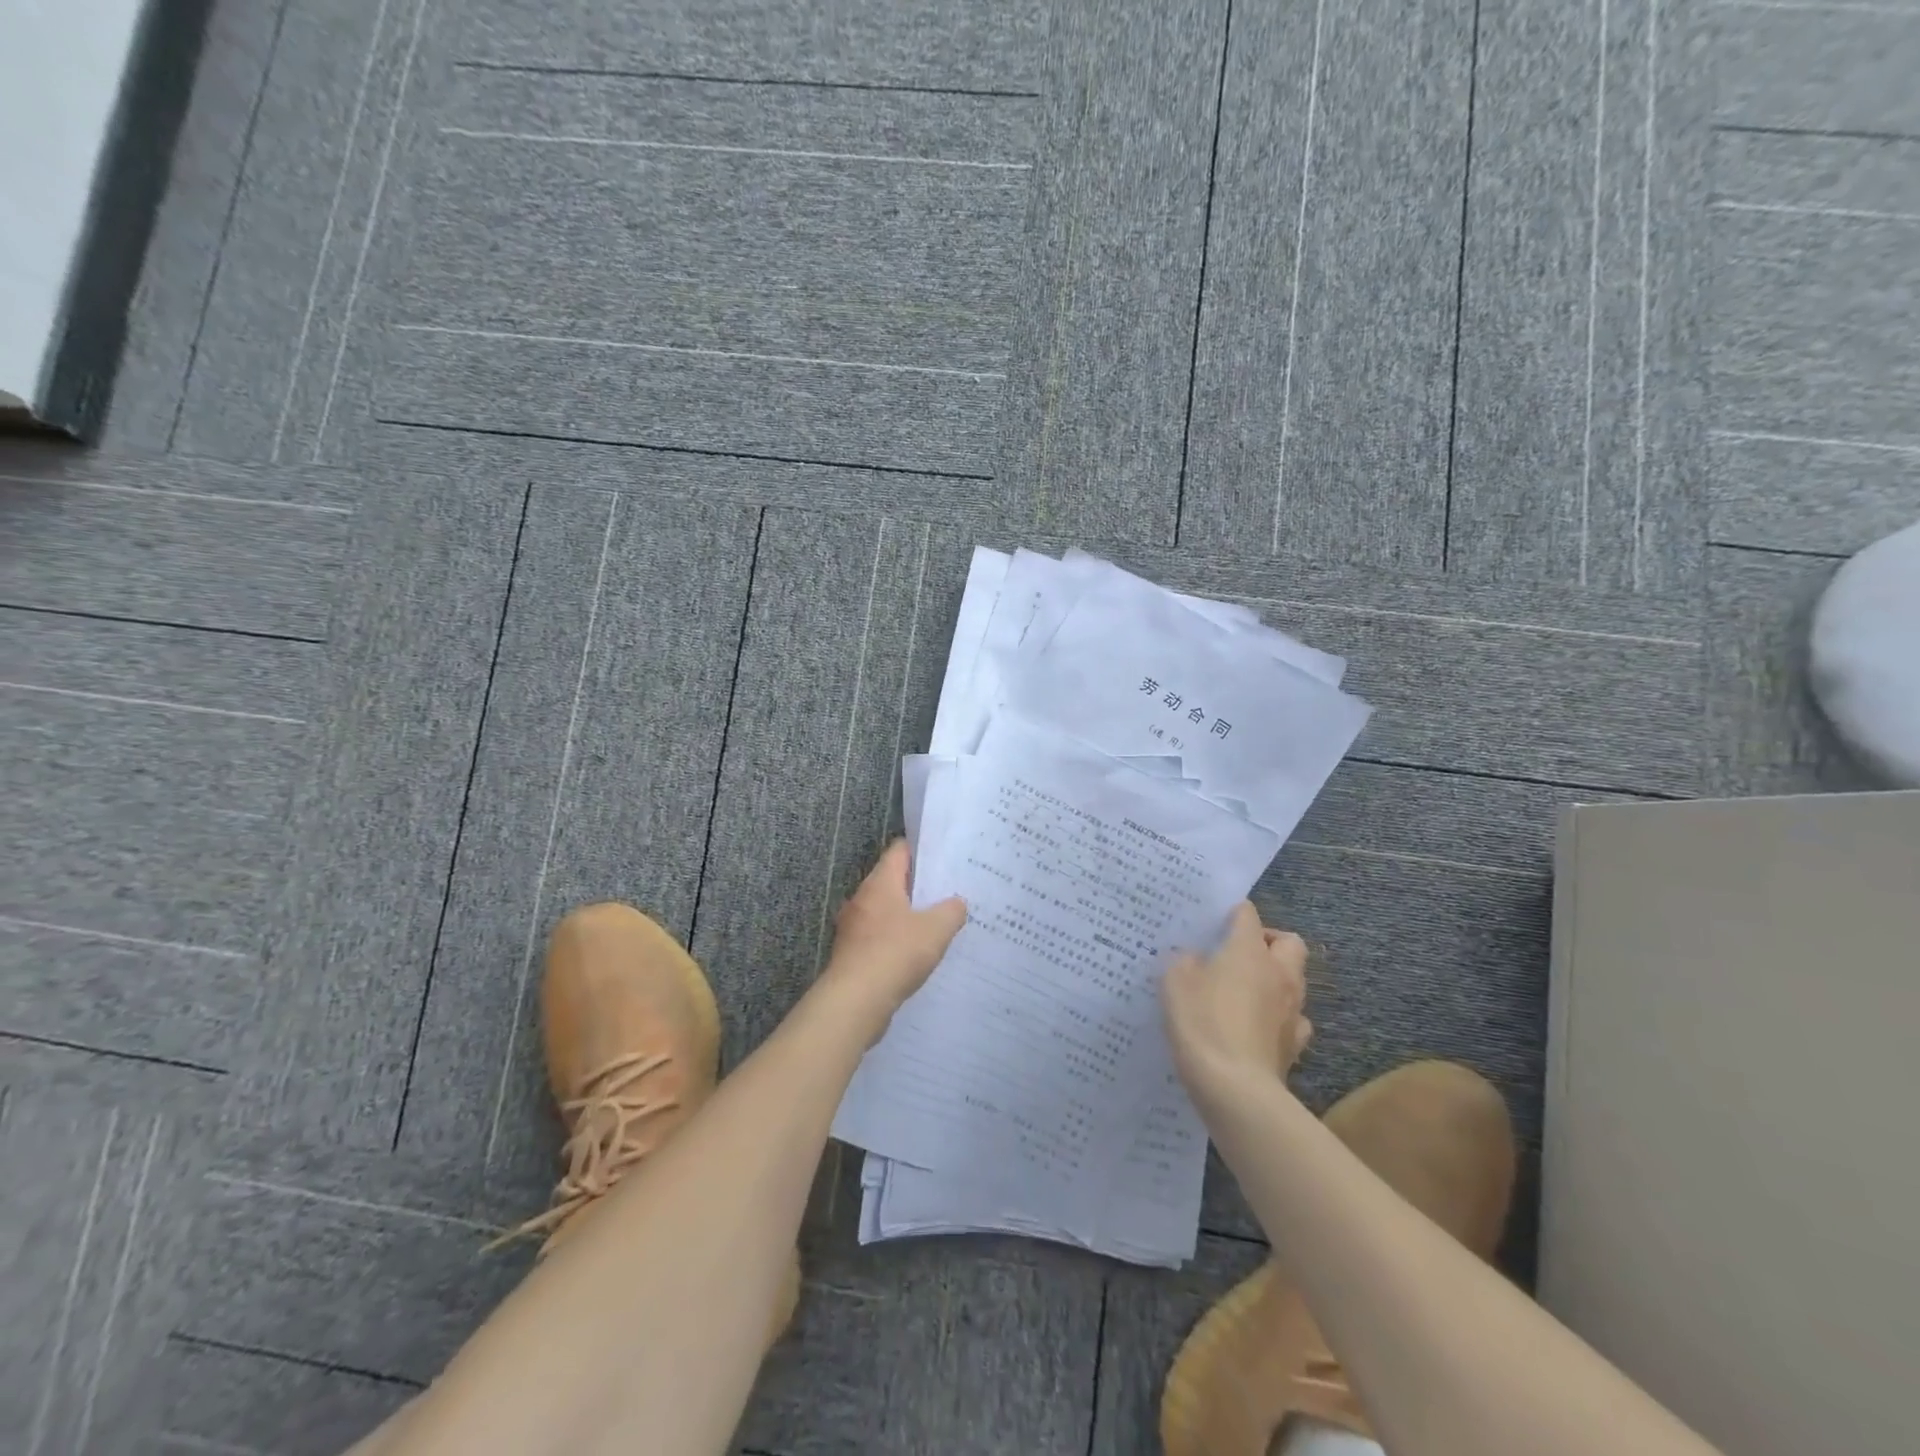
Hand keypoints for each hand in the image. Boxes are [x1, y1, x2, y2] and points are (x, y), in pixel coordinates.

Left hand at [818, 840, 966, 1042]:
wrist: (855, 1001)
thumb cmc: (895, 953)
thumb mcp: (936, 929)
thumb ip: (951, 911)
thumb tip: (957, 903)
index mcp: (880, 883)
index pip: (899, 851)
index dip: (922, 850)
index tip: (944, 856)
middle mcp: (862, 898)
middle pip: (891, 881)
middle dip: (918, 886)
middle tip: (947, 891)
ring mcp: (853, 927)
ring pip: (885, 911)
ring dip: (906, 915)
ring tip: (936, 923)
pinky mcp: (851, 953)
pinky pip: (878, 936)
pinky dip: (896, 940)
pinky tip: (916, 954)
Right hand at [1162, 902, 1312, 1097]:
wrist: (1235, 1088)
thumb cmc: (1202, 1023)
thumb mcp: (1175, 982)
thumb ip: (1184, 961)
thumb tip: (1195, 959)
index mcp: (1249, 951)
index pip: (1247, 914)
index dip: (1232, 912)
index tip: (1215, 921)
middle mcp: (1279, 974)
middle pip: (1290, 942)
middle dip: (1270, 941)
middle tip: (1240, 952)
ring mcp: (1292, 1010)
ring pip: (1295, 980)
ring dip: (1276, 978)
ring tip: (1246, 990)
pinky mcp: (1294, 1044)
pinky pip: (1293, 1019)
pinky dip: (1279, 1016)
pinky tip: (1258, 1026)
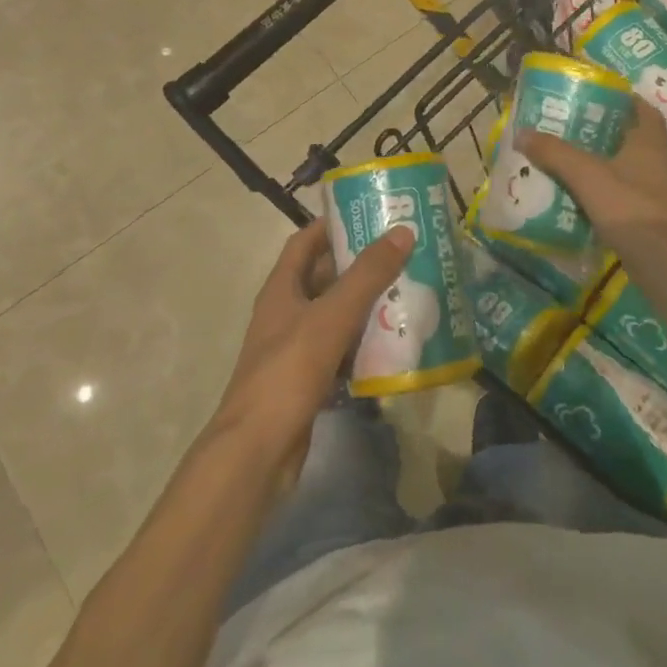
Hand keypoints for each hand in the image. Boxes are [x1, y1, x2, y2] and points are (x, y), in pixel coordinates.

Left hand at [209, 219, 413, 481]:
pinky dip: (364, 345)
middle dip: (360, 266)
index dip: (332, 225)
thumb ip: (367, 275)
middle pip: (324, 278)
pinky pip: (341, 352)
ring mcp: (295, 349)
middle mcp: (286, 313)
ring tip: (408, 293)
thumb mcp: (331, 316)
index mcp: (281, 289)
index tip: (370, 215)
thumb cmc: (288, 372)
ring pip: (335, 316)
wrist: (257, 451)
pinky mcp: (308, 381)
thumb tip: (401, 231)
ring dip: (366, 306)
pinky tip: (393, 343)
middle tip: (402, 255)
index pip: (305, 242)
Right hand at [517, 98, 666, 255]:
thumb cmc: (631, 208)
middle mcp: (657, 164)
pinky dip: (603, 193)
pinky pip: (623, 196)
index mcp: (648, 144)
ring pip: (626, 169)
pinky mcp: (650, 219)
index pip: (644, 110)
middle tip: (571, 129)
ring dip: (602, 164)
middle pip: (631, 139)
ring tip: (567, 161)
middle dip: (604, 133)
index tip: (600, 97)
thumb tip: (522, 132)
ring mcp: (656, 194)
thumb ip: (555, 153)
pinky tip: (579, 198)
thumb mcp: (588, 176)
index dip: (626, 100)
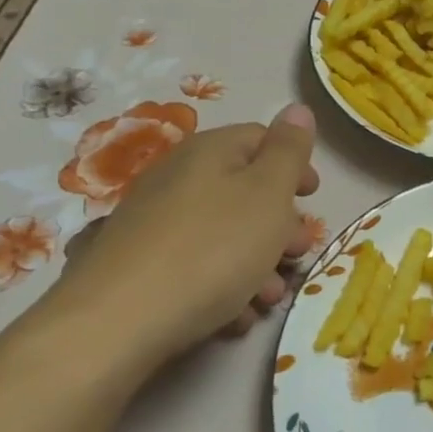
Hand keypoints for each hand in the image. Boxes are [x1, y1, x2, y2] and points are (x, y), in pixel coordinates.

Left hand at [42, 104, 320, 370]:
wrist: (118, 323)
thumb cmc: (212, 249)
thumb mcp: (268, 194)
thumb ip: (288, 150)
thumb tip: (297, 108)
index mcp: (209, 151)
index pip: (261, 139)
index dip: (294, 165)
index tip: (314, 198)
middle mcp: (177, 177)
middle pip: (244, 190)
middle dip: (280, 224)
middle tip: (298, 253)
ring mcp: (154, 222)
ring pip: (223, 233)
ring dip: (257, 262)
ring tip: (269, 298)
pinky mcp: (139, 265)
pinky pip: (195, 265)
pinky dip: (223, 285)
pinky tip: (234, 316)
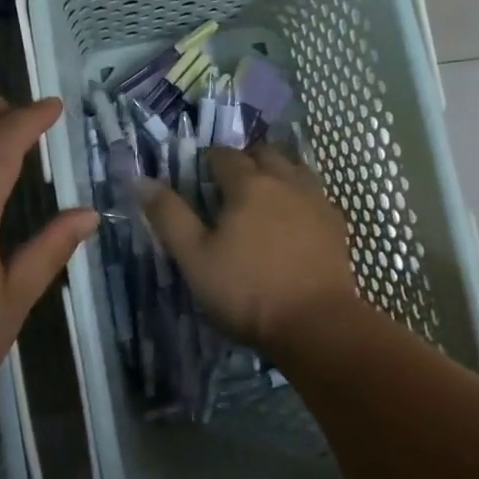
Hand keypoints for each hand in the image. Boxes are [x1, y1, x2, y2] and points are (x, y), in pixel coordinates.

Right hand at [138, 145, 359, 354]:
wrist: (317, 325)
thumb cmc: (247, 291)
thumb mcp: (195, 258)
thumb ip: (169, 216)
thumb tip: (142, 180)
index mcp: (248, 184)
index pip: (225, 155)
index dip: (208, 160)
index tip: (198, 175)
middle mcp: (285, 181)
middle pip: (263, 154)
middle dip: (244, 160)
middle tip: (228, 185)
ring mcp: (316, 201)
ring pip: (293, 169)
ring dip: (275, 173)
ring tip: (262, 197)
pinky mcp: (336, 225)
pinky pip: (314, 195)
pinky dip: (299, 196)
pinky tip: (293, 219)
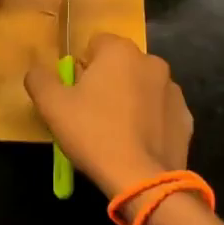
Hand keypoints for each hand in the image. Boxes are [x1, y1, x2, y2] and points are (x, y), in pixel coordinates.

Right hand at [25, 34, 193, 197]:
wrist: (143, 180)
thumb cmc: (94, 134)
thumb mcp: (52, 106)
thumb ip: (39, 79)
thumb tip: (37, 71)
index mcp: (120, 51)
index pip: (95, 44)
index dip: (82, 68)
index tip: (76, 94)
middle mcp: (151, 61)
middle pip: (120, 65)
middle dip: (107, 82)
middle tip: (92, 115)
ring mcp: (172, 89)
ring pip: (142, 87)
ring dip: (130, 99)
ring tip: (116, 132)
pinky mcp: (186, 117)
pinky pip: (160, 111)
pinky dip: (150, 120)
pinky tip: (138, 143)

#### [What the exercise asks]
Nothing but the lines above from the line with "pinky mcp: (308, 381)" up to and including the line with "index mcp: (248, 184)" should be returned, exactly as written and without pictures.

#### [Result]
pinky mcp: (308, 381)
thumb tip: (401, 231)
ring dip: (366, 306)
pinky tip: (393, 343)
middle tip: (402, 255)
index pip: (305, 242)
Right hand at [517, 98, 666, 255]:
thumb cmc: (631, 208)
middle mcp: (657, 164)
pinky dip: (603, 193)
pinky pip: (623, 196)
index mcp: (648, 144)
ring pip: (626, 169)
pinky mcp: (650, 219)
index pip: (644, 110)
middle tip: (571, 129)
ring dip: (602, 164)
middle pip: (631, 139)
ring tip: (567, 161)
middle dip: (604, 133)
index tip: (600, 97)
thumb tip: (522, 132)
ring mcp: (656, 194)
thumb ip: (555, 153)
pinky tip: (579, 198)
thumb mcp: (588, 176)
index dip: (626, 100)
Hand keypoints for each hand in the image. Boxes are [x1, y1, x2, y2] and points are (x, y), in pixel coordinates.

Left hand at [42, 104, 320, 370]:
wrist: (118, 323)
thumb cmc: (212, 249)
thumb mcp: (268, 194)
thumb ip: (288, 150)
thumb tip: (297, 108)
index mcp: (209, 151)
index pip: (261, 139)
index dip: (294, 165)
index tip: (314, 198)
middle mcp: (177, 177)
middle pip: (244, 190)
middle dip: (280, 224)
middle tip: (298, 253)
ring mcp: (154, 222)
ring pip: (223, 233)
ring dip: (257, 262)
ring tip: (269, 298)
pinky mcp: (139, 265)
pinky pip: (195, 265)
pinky dip: (223, 285)
pinky tip: (234, 316)
Hand keypoints for each hand in the image. Boxes are [x1, y1, x2, y2] and points are (x, y), in pixel coordinates.

Right hand at [138, 145, 359, 354]:
wrist: (317, 325)
thumb cmc: (247, 291)
thumb mcp: (195, 258)
thumb ip: (169, 216)
thumb tip: (142, 180)
index mcp: (248, 184)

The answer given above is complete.